On the homepage neon words invite you to browse, sense, feel, materialise, meet. But in each case encounters are promised with the immaterial: their presence, sweet sex dreams, tears in jars, slumber sounds. It’s ambiguous, and I like it. Intimacy has been hard to come by over the last six months, and ‘Going Ghost’ is seductive in its uncompromising tenderness. “We are expanding. We are everywhere. We are huge,” it declares.

Digital collage, image of man in underwear

Credit: Leah Marojević

Underneath the pink and green texts are windows into each dancer’s space. The thumbnails too are images of bodies and the page morphs into a giant collage. Each ‘room’ has similar components: a video of the dancer’s movements, a poem in neon, a personalised ten minute soundtrack by artist Samir Kennedy and photos of each dancer’s actual room taken on a disposable camera. Photos are taken in bed, asleep. Photos are taken of their tears, collected in jars. Photos are of body parts, of the artists dressed as ghosts, hidden by white sheets, of windows, of notebooks and of gardens. The dancer’s personality then adorns the scene.

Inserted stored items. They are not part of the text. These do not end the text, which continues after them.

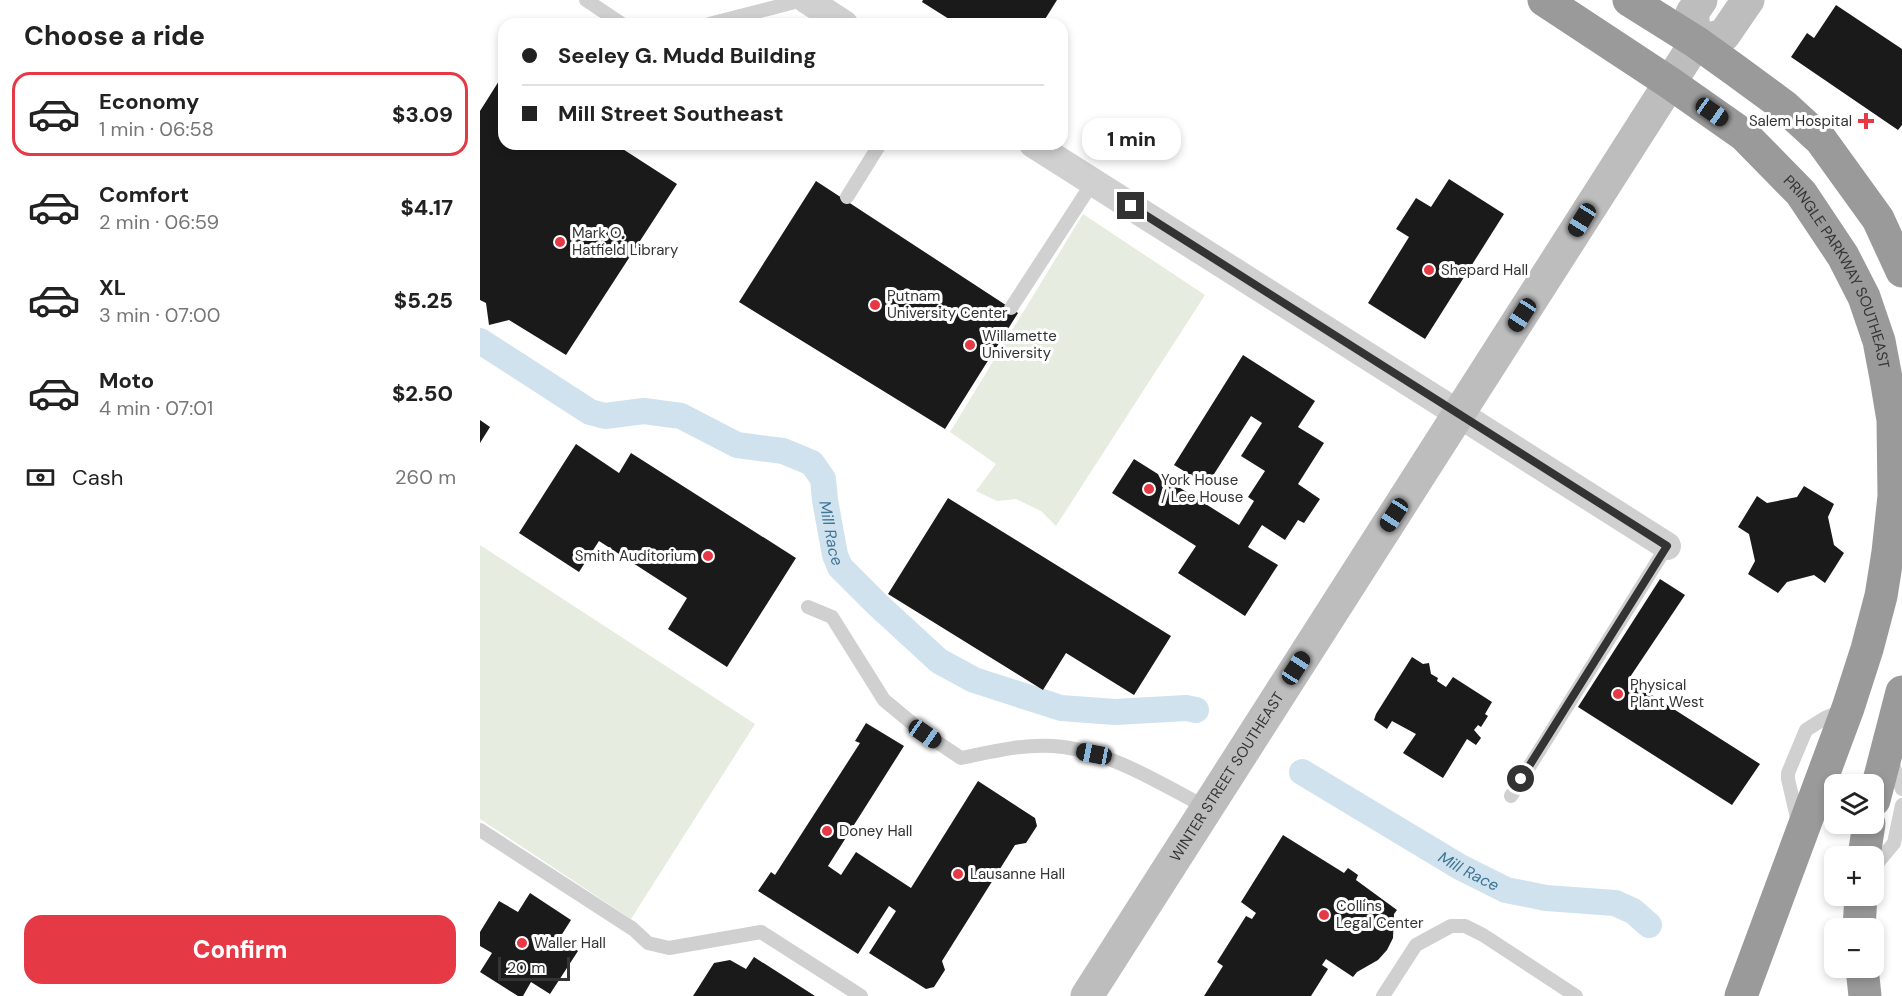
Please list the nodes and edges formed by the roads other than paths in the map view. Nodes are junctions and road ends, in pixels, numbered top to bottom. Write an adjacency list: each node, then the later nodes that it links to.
1 (586, 0): 7 (lane)
2 (805, 0): 8 (lane); 9 (street)
3 (1544, 0): 11 (highway, PRINGLE PARKWAY SOUTHEAST)
4 (1629, 0): 10 (highway)
5 (1701, 0): 10 (street)
6 (1748, 1): 10 (street)
7 (613, 18)
8 (733, 18)
9 (834, 18)
10 (1696, 42): 11 (street, WINTER STREET SOUTHEAST); 16 (highway)
11 (1670, 82): 18 (street, WINTER STREET SOUTHEAST); 19 (highway, PRINGLE PARKWAY SOUTHEAST)
12 (876, 150): 15 (lane)
13 (1043, 150): 14 (street)
14 (1094, 182): 17 (lane); 18 (street)
15 (847, 197)
16 (1902, 271)
17 (1011, 308)
18 (1458, 414): 20 (street); 28 (street, WINTER STREET SOUTHEAST)
19 (1896, 531): 36 (highway, PRINGLE PARKWAY SOUTHEAST)
20 (1667, 546): 26 (lane)
21 (808, 607): 28 (lane)
22 (1902, 692): 23 (highway)
23 (1886, 749): 24 (highway); 25 (lane)
24 (1880, 774)
25 (1902, 789)
26 (1511, 796)
27 (1902, 805): 30 (lane)
28 (1207, 808): 34 (street, WINTER STREET SOUTHEAST)
29 (480, 830): 33 (lane)
30 (1884, 855)
31 (1863, 978): 37 (highway)
32 (1390, 994): 35 (lane)
33 (861, 996)
34 (1087, 996)
35 (1576, 996)
36 (1741, 996)
37 (1865, 996)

Within the emotional cyclorama of ‘Going Ghost’, I find further intimacy in each dancer’s video. With digital collaboration from artist Erika Karina, each film flicks to a three dimensional space where photos become expanding walls of each ‘room’, and cut-outs of the dancers leap or hang, equal elements in their digital cosmos. Scenes are crude and honest, as you would imagine people’s rooms to be, and the images are reflective of the workshops the dancers completed. These exercises included using sleep recording apps, dressing in drag on Zoom and physical imaginary improvisations – all tasks created to encourage the fantastical, the spiritual and the intangible.

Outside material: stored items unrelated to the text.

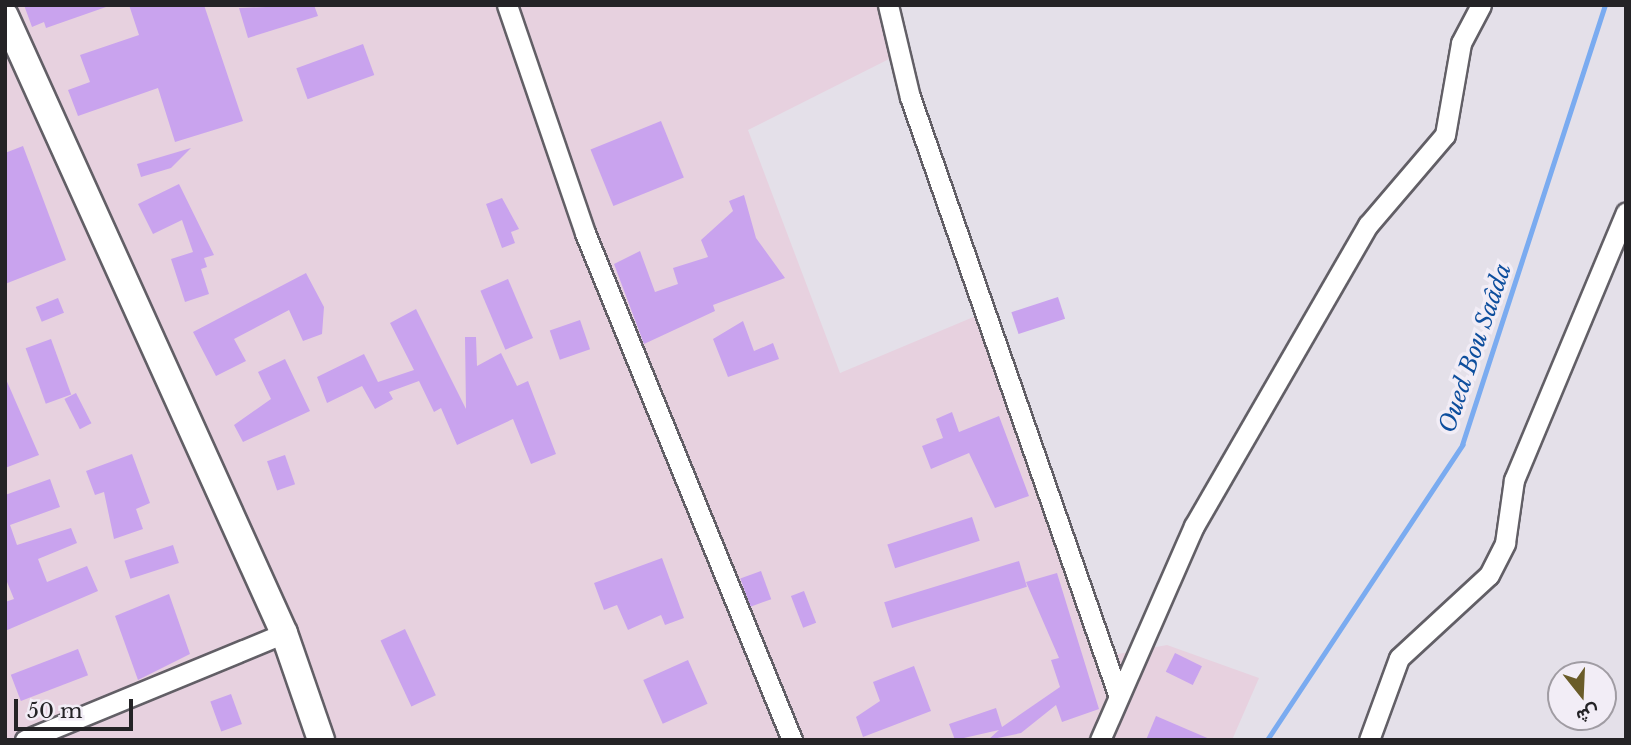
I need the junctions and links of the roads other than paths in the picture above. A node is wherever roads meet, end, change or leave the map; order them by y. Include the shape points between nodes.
1 (507, 5) edge
2 (888, 5) edge
3 (1481, 5) edge
4 (5, 16) edge
5 (1626, 212) edge
6 (284, 633) junction
7 (1118, 694) junction
8 (25, 740) edge
9 (321, 740) edge
10 (792, 740) edge
11 (1100, 740) edge
12 (1369, 740) edge

1 - 10 street via 585,233
2 - 7 street via 910,97
3 - 7 street via 1461,43 1445,135 1368,225 1194,526
4 - 6 main road
5 - 12 street via 1514,480 1505,543 1489,575 1399,658
6 - 8 street
6 - 9 main road
7 - 11 street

Digital collage of dancers in their rooms, resembling a screenshot from a Zoom meeting

Credit: Leah Marojević

On 17th July, the launch date of the site, Marojevic invited spectators to join the dancers for a half an hour live performance. But there was a twist: there was no link to their performances. They were alone, dancing in their rooms, and we were asked to imagine their movements based on the fragments of their lives and spaces that are presented. She asked the dancers to dance thinking of each other, also imagining each other’s rooms. For the cynic, this would be a step too far, the emperor’s new clothes in dance form. But ‘Going Ghost’ has no time for the sardonic. It rages against the past five sterile months, and our aseptic future. If we are unable to touch, it says, let’s dream of touch; let’s grieve and imagine a different reality, one which the audience is invited to.

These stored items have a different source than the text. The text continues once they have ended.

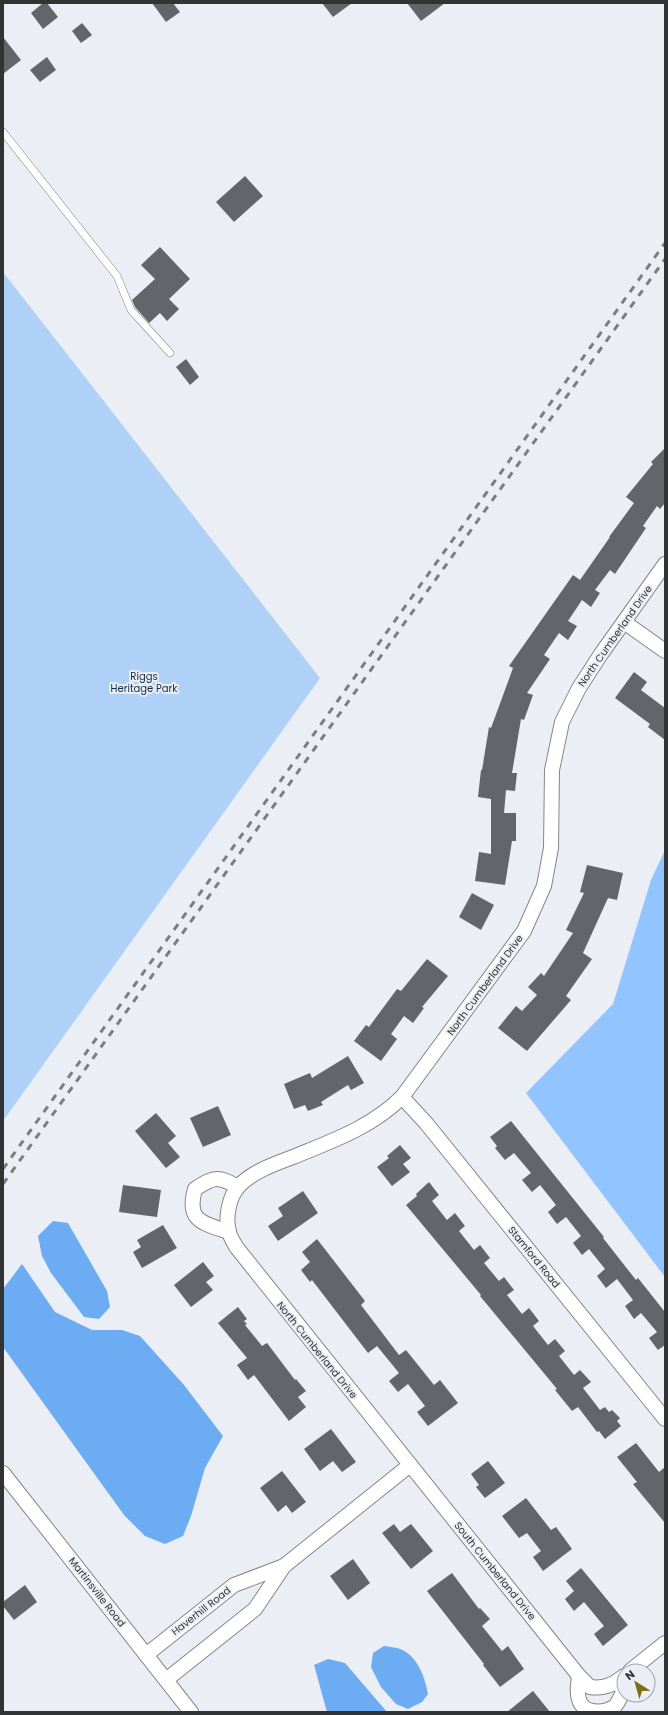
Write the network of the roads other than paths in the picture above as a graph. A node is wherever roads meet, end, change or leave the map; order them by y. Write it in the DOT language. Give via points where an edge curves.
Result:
graph roads {
  1 [pos="3,132"];
  2 [pos="170,353"];
  3 [pos="665,564"];
  4 [pos="624,622"];
  5 [pos="665,652"];
  6 [pos="402,1097"];
  7 [pos="238,1187"];
  8 [pos="229,1232"];
  9 [pos="665,1419"];
  10 [pos="410,1465"];
  11 [pos="3,1473"];
  12 [pos="284,1566"];
  13 [pos="665,1643"];
  14 [pos="146,1655"];
  15 [pos="640,1663"];
  16 [pos="579,1676"];
  17 [pos="166,1680"];
  18 [pos="616,1681"];
  19 [pos="617,1703"];
  20 [pos="190,1712"];
  1 -- 2 [label="lane" via="116,276 130,310"];
  3 -- 4 [label="street, North Cumberland Drive"];
  4 -- 5 [label="street"];
  4 -- 6 [label="street, North Cumberland Drive" via="579,688 562,722 552,770 551,848 544,886 524,931"];
  6 -- 7 [label="street, North Cumberland Drive" via="389,1111 372,1122 273,1165"];
  6 -- 9 [label="street, Stamford Road" via="426,1123"];
  7 -- 8 [label="street, North Cumberland Drive" via="229,1204"];
  7 -- 8 [label="street" via="222,1178 209,1180 195,1189 191,1202 193,1214 205,1224"];
  8 -- 10 [label="street, North Cumberland Drive" via="237,1248"];
  10 -- 12 [label="street, Haverhill Road"];
  10 -- 16 [label="street, South Cumberland Drive"];
  11 -- 14 [label="street, Martinsville Road"];
  12 -- 14 [label="street, Haverhill Road" via="234,1585"];
  12 -- 17 [label="street, Haverhill Road" via="255,1609"];
  13 -- 15 [label="street"];
  14 -- 17 [label="street, Martinsville Road"];
  16 -- 18 [label="street, South Cumberland Drive" via="590,1687 601,1688"];
  16 -- 19 [label="street, South Cumberland Drive" via="577,1689 581,1704 590,1711 602,1712"];
  17 -- 20 [label="street, Martinsville Road"];
}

But despite this irresistible defiance there is something just plain sad about the young dancers’ last hurrah being an imagined one, and Marojevic’s empathy towards their newfound graduation is evident throughout the project. Their unconscious movements, captured via Zoom call, are hypnotizing but undeniably muted. The dancers’ poetry too recalls sorrow: “Will cry if I can actually touch you guys, Crying I cried I will cry,” writes Lauren. “Omg actually have tears in my eyes, With grey looking skies, What’s the opposite of a boner,” writes Niamh.

Image from a Zoom performance, pixelated images and a poem

Credit: Leah Marojević

In this way ‘Going Ghost’ is a site of two parts: it is humorous and frank with knicker-clad buttocks shaking, belly buttons next to smiley buttons, captions (“Bonni’s Recipe 2020” says one, next to a photo of Venla in the bath) and photos of friends. But it’s mournful too. The idea of expanding beyond the confines of your four walls and your body is intoxicating, but equally tragic: ghosts are the antithesis of the vividity of life. Rather than laughter, delicious smells, hot kisses and bleary eyes in the sun, ghosts are shadows, a gauze of memory. Ghosts bridge a world that the young should not inhabit.

Two weeks later I am visiting ‘Going Ghost’ again. Each visit is a reminder to treat yourself kindly: staring at the fluids of strangers halts self-conscious convictions. Unlike a live performance I can re-read my favourite poem, repeat Kennedy’s haunting tracks, and I notice humour or patterns that I missed on my first visit. This way ‘Going Ghost’ becomes bodily in its infectious atmosphere. Without a doubt Marojevic and the graduating dancers have put on a wildly moving show.